[THE RECORDS — start]

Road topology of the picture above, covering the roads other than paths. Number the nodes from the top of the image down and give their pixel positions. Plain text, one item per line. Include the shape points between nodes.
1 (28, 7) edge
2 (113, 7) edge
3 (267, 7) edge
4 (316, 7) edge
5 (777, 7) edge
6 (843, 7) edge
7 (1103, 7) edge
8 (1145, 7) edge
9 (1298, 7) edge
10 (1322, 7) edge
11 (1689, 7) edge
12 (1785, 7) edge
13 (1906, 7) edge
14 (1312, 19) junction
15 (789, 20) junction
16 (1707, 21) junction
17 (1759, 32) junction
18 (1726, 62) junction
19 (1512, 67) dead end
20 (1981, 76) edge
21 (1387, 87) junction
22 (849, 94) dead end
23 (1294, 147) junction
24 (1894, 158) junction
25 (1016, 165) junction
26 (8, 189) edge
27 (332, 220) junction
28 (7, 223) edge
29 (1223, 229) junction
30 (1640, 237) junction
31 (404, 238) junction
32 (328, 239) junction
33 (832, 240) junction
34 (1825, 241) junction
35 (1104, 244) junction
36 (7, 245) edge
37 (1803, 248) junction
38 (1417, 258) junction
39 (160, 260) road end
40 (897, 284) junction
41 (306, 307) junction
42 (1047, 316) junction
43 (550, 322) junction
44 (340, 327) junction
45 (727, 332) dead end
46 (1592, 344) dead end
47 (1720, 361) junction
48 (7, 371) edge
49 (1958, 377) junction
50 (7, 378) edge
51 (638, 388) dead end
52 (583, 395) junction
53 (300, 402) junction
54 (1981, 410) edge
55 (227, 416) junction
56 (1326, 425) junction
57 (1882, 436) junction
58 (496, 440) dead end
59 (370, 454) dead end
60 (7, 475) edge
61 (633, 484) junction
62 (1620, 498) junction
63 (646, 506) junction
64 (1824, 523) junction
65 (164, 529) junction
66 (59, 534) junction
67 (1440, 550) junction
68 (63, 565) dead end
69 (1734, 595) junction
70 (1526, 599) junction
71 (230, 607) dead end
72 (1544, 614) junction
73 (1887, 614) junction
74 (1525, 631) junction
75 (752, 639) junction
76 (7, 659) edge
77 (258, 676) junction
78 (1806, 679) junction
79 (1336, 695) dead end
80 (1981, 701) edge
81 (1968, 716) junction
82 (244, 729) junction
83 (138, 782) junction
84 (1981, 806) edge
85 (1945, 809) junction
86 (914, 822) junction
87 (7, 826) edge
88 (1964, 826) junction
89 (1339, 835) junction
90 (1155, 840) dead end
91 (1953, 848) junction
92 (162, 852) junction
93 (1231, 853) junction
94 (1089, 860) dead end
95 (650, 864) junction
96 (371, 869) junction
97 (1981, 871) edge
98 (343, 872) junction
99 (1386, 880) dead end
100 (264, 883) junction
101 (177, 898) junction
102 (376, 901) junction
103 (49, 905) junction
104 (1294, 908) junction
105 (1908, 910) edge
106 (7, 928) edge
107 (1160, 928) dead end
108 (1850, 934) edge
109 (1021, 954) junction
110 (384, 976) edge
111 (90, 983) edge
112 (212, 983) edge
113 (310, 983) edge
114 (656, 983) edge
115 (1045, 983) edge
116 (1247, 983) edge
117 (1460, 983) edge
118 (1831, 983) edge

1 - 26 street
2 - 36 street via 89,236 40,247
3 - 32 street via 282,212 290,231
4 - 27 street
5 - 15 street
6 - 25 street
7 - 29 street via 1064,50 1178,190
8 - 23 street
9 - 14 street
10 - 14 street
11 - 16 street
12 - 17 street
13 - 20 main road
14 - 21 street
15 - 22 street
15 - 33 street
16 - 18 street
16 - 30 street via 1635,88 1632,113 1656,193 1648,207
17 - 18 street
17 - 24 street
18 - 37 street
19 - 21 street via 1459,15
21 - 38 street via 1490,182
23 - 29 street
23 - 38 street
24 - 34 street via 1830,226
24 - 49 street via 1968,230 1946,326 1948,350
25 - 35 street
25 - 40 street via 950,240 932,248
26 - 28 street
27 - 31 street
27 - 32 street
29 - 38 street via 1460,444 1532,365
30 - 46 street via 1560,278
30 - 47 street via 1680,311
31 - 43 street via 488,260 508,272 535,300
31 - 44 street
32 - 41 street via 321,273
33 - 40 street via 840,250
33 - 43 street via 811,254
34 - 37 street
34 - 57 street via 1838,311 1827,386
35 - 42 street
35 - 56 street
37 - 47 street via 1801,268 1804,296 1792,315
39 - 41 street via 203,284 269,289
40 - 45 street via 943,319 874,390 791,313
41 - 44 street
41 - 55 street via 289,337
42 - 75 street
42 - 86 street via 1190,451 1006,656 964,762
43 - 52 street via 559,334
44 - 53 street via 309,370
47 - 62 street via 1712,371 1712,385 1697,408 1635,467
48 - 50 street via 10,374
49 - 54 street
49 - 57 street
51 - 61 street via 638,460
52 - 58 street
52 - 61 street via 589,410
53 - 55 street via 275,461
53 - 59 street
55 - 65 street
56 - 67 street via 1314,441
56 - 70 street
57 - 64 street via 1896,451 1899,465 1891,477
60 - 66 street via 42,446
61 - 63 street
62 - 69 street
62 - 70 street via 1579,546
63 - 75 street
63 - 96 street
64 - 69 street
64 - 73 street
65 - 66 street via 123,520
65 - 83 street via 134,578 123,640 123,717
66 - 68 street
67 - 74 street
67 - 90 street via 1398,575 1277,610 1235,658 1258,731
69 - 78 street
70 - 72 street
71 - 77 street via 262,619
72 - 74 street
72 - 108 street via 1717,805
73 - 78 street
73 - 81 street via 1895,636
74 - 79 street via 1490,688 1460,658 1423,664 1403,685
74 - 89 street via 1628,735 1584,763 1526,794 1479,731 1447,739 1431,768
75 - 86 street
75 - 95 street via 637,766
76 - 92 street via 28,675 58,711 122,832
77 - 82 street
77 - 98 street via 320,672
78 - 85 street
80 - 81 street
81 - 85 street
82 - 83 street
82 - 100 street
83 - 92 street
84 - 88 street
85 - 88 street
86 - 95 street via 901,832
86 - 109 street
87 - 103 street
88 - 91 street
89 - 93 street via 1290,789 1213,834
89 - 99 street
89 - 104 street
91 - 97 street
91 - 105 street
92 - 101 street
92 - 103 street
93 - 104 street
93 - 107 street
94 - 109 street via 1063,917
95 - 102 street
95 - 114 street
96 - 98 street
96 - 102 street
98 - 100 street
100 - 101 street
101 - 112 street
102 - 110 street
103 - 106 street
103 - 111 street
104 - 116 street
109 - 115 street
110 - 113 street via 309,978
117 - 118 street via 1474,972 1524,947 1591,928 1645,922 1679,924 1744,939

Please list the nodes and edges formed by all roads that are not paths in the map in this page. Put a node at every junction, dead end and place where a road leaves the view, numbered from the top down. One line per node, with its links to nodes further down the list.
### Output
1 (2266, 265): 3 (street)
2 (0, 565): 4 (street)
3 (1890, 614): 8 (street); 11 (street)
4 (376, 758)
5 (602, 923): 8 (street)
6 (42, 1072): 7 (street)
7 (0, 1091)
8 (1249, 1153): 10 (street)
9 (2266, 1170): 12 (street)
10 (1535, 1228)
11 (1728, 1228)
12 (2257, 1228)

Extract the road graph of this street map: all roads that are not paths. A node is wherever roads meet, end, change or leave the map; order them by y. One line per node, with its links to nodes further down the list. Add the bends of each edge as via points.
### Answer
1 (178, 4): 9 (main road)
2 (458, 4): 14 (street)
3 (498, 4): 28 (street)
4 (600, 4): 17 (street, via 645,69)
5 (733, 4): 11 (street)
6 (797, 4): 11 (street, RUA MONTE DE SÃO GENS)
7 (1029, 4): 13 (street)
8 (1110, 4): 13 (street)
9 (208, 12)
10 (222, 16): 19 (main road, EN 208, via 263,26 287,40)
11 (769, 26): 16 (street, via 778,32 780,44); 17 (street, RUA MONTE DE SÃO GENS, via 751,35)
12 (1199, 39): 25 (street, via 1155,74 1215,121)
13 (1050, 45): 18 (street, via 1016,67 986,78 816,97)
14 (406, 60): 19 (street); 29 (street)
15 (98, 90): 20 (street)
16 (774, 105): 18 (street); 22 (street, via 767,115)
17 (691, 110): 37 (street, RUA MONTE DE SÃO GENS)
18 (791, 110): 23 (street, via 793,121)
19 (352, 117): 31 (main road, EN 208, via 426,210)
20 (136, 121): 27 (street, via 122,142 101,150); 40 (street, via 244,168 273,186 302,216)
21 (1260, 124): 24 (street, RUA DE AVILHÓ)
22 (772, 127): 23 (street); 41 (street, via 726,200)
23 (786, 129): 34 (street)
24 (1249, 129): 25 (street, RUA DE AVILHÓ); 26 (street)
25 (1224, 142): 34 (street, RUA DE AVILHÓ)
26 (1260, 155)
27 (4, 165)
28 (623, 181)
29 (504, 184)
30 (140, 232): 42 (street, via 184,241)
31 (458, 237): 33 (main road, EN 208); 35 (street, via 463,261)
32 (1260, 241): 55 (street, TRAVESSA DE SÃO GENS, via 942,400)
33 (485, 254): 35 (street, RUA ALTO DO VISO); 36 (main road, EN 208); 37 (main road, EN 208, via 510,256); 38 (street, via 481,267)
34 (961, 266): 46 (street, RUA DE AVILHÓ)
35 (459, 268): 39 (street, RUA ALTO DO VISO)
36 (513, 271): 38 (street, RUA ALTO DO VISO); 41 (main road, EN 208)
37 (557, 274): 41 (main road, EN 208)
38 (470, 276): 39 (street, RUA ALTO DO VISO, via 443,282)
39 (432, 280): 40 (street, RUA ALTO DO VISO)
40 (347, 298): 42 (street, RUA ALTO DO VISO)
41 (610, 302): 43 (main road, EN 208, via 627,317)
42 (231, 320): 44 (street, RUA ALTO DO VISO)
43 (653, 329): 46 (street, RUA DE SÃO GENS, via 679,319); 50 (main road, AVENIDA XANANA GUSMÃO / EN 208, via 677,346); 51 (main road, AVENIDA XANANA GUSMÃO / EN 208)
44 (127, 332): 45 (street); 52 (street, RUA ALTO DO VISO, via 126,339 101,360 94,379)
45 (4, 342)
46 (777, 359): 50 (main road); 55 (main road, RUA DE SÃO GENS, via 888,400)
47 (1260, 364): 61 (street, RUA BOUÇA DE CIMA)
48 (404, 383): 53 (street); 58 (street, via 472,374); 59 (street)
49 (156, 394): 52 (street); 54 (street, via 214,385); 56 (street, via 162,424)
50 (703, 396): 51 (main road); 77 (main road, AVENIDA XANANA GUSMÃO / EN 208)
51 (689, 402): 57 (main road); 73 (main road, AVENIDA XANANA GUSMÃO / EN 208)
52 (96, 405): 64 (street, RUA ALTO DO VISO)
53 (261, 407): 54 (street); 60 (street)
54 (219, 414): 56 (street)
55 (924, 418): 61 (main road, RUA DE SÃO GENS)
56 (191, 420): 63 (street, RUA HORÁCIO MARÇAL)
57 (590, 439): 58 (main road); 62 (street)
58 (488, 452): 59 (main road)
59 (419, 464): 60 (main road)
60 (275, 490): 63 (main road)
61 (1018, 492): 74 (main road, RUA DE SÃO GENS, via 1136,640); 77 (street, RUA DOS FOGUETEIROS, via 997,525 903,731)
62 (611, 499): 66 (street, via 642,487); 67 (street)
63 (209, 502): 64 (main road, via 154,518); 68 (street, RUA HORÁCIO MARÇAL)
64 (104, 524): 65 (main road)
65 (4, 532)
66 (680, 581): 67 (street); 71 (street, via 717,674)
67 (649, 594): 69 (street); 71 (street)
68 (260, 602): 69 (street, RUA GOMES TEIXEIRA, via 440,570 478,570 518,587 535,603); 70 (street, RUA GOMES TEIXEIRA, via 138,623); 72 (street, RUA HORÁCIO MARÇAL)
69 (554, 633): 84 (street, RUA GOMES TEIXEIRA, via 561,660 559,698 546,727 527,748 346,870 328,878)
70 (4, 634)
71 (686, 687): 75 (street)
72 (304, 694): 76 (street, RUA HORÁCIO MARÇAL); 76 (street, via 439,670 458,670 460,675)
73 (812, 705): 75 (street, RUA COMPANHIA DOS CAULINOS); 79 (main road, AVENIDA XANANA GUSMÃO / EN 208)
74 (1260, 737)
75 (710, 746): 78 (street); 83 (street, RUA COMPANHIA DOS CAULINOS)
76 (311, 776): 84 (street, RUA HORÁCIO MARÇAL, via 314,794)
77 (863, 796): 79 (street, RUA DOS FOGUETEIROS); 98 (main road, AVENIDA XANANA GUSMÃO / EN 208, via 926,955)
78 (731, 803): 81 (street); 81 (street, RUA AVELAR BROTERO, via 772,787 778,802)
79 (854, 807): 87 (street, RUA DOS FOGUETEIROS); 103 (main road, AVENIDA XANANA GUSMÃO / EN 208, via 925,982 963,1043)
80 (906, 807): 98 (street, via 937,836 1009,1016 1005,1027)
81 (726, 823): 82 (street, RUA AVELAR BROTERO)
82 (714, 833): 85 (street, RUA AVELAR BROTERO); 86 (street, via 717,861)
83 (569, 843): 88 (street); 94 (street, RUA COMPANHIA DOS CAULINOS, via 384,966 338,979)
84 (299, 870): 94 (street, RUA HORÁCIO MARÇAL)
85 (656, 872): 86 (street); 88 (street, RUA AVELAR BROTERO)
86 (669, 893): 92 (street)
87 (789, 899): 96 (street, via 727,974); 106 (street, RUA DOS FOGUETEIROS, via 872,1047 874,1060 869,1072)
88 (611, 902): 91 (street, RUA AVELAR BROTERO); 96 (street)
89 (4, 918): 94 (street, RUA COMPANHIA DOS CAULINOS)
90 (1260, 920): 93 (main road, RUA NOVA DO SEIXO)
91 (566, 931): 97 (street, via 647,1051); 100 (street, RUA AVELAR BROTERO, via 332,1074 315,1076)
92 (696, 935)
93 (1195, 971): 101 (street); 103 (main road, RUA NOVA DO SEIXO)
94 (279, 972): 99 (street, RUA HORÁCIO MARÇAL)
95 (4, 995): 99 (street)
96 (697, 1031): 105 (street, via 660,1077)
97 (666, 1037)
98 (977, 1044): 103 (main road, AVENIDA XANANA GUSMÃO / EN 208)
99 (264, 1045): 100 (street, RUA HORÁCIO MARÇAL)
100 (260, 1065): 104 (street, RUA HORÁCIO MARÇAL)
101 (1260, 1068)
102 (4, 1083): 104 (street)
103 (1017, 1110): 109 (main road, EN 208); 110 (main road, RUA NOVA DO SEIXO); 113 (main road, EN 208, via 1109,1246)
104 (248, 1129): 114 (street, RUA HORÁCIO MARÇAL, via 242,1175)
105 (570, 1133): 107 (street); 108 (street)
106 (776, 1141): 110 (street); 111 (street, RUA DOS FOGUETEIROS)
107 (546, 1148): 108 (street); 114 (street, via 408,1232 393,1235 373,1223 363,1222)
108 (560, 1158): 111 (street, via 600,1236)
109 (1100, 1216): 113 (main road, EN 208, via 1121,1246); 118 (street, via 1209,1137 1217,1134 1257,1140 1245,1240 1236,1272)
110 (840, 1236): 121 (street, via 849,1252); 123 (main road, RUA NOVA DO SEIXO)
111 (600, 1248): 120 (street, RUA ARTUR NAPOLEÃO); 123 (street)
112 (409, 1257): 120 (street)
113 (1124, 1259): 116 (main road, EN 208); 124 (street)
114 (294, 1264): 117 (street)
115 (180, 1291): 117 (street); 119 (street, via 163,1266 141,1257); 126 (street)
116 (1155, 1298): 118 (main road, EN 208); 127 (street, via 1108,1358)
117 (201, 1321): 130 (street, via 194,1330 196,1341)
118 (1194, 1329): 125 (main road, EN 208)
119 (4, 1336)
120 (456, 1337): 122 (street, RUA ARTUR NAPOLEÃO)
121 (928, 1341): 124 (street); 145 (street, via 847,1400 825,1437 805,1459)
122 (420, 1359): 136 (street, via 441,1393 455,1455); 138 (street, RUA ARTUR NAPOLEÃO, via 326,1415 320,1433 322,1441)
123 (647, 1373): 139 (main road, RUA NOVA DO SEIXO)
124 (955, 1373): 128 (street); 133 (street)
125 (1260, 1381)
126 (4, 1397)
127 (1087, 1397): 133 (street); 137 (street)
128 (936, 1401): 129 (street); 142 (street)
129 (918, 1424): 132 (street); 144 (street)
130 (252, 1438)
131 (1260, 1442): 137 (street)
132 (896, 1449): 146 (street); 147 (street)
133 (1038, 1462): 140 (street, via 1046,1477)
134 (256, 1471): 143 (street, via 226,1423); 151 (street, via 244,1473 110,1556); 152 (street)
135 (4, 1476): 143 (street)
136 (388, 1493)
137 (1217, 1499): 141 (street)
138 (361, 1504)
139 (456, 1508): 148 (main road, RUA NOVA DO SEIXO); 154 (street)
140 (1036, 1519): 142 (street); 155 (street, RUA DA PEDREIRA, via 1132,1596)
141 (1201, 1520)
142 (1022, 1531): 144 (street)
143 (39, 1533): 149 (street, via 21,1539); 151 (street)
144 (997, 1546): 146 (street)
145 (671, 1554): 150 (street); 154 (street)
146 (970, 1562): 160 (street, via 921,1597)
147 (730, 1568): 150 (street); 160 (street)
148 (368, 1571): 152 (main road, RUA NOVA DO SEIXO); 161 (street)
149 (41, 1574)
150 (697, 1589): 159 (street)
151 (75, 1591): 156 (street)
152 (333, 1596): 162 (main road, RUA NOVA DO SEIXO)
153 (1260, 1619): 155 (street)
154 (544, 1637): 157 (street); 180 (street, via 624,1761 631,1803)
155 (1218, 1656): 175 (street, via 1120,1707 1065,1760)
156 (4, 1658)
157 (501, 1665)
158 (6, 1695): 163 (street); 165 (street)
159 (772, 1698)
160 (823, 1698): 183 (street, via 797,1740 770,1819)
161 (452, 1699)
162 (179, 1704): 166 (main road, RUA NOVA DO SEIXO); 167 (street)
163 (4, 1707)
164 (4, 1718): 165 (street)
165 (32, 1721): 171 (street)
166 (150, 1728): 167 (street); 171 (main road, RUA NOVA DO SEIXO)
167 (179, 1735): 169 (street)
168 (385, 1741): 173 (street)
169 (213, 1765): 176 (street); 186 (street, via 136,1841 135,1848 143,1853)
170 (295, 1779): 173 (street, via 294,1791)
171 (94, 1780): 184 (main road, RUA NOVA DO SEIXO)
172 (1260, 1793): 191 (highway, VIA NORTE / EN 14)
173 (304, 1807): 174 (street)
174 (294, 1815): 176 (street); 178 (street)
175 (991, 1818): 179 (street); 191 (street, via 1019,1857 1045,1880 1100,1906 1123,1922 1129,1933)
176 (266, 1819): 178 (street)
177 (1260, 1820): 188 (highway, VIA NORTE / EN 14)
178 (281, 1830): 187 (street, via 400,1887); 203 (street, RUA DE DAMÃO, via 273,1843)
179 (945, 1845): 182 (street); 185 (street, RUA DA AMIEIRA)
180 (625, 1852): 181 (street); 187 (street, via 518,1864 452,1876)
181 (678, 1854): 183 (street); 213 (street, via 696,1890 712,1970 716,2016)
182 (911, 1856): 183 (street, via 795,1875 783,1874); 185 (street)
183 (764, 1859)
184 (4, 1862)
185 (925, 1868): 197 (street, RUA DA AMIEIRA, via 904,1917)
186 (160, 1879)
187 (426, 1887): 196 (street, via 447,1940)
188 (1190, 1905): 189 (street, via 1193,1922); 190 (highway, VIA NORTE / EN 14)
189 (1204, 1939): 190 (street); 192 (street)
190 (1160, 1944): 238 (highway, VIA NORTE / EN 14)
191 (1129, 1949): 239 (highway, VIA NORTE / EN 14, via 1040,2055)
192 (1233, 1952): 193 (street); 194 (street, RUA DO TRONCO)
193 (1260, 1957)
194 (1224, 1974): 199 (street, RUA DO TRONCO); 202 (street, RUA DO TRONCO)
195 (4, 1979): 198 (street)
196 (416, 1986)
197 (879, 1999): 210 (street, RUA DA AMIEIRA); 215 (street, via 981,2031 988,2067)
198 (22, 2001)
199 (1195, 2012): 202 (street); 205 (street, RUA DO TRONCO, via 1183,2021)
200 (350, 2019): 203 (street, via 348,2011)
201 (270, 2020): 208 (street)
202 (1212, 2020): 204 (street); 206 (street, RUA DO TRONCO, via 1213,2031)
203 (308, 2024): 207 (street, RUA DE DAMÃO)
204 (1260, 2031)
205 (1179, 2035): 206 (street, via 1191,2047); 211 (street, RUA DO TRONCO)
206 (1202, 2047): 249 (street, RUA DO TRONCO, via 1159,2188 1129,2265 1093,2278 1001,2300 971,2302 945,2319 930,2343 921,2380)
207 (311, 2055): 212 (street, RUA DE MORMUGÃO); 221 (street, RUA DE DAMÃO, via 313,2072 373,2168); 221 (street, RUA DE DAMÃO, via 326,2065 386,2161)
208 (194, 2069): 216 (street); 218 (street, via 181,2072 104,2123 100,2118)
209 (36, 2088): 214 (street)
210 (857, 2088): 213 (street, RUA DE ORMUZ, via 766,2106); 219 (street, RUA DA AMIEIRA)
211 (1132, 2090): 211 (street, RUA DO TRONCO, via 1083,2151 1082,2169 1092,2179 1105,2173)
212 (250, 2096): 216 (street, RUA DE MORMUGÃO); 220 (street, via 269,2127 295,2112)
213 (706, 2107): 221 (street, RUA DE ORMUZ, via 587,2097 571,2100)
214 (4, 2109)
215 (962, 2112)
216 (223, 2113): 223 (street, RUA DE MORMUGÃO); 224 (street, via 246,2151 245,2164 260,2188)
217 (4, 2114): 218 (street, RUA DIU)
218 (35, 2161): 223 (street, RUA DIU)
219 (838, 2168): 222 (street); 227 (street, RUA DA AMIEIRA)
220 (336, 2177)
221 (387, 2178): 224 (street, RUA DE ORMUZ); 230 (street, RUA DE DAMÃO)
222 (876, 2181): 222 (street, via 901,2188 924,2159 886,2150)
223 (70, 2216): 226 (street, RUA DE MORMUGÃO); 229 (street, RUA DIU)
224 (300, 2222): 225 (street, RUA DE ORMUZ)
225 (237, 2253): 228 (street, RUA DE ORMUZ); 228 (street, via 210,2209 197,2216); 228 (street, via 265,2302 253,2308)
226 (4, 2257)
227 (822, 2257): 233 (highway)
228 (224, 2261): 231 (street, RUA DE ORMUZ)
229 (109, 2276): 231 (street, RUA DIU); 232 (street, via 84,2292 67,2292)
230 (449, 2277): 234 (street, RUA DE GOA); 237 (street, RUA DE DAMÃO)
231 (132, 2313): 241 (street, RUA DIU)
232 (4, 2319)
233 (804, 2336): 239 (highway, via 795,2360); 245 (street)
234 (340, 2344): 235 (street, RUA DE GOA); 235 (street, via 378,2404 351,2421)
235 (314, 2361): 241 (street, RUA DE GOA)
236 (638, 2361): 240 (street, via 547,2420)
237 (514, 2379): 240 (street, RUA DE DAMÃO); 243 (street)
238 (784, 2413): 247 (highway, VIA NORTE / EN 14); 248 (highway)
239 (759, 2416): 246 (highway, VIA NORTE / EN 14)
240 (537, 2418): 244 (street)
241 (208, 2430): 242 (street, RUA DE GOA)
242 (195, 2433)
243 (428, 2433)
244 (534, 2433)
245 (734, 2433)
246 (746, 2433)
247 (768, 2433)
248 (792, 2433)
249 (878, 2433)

[THE RECORDS — finish]

If a line in the records above contains the word "points", copy it.

**SOLUTION TO THE EXERCISE**
Road topology of the picture above, covering the roads other than paths. Number the nodes from the top of the image down and give their pixel positions. Plain text, one item per line. Include the shape points between nodes.
Extract the road graph of this street map: all roads that are not paths. A node is wherever roads meet, end, change or leave the map; order them by y. One line per node, with its links to nodes further down the list. Add the bends of each edge as via points.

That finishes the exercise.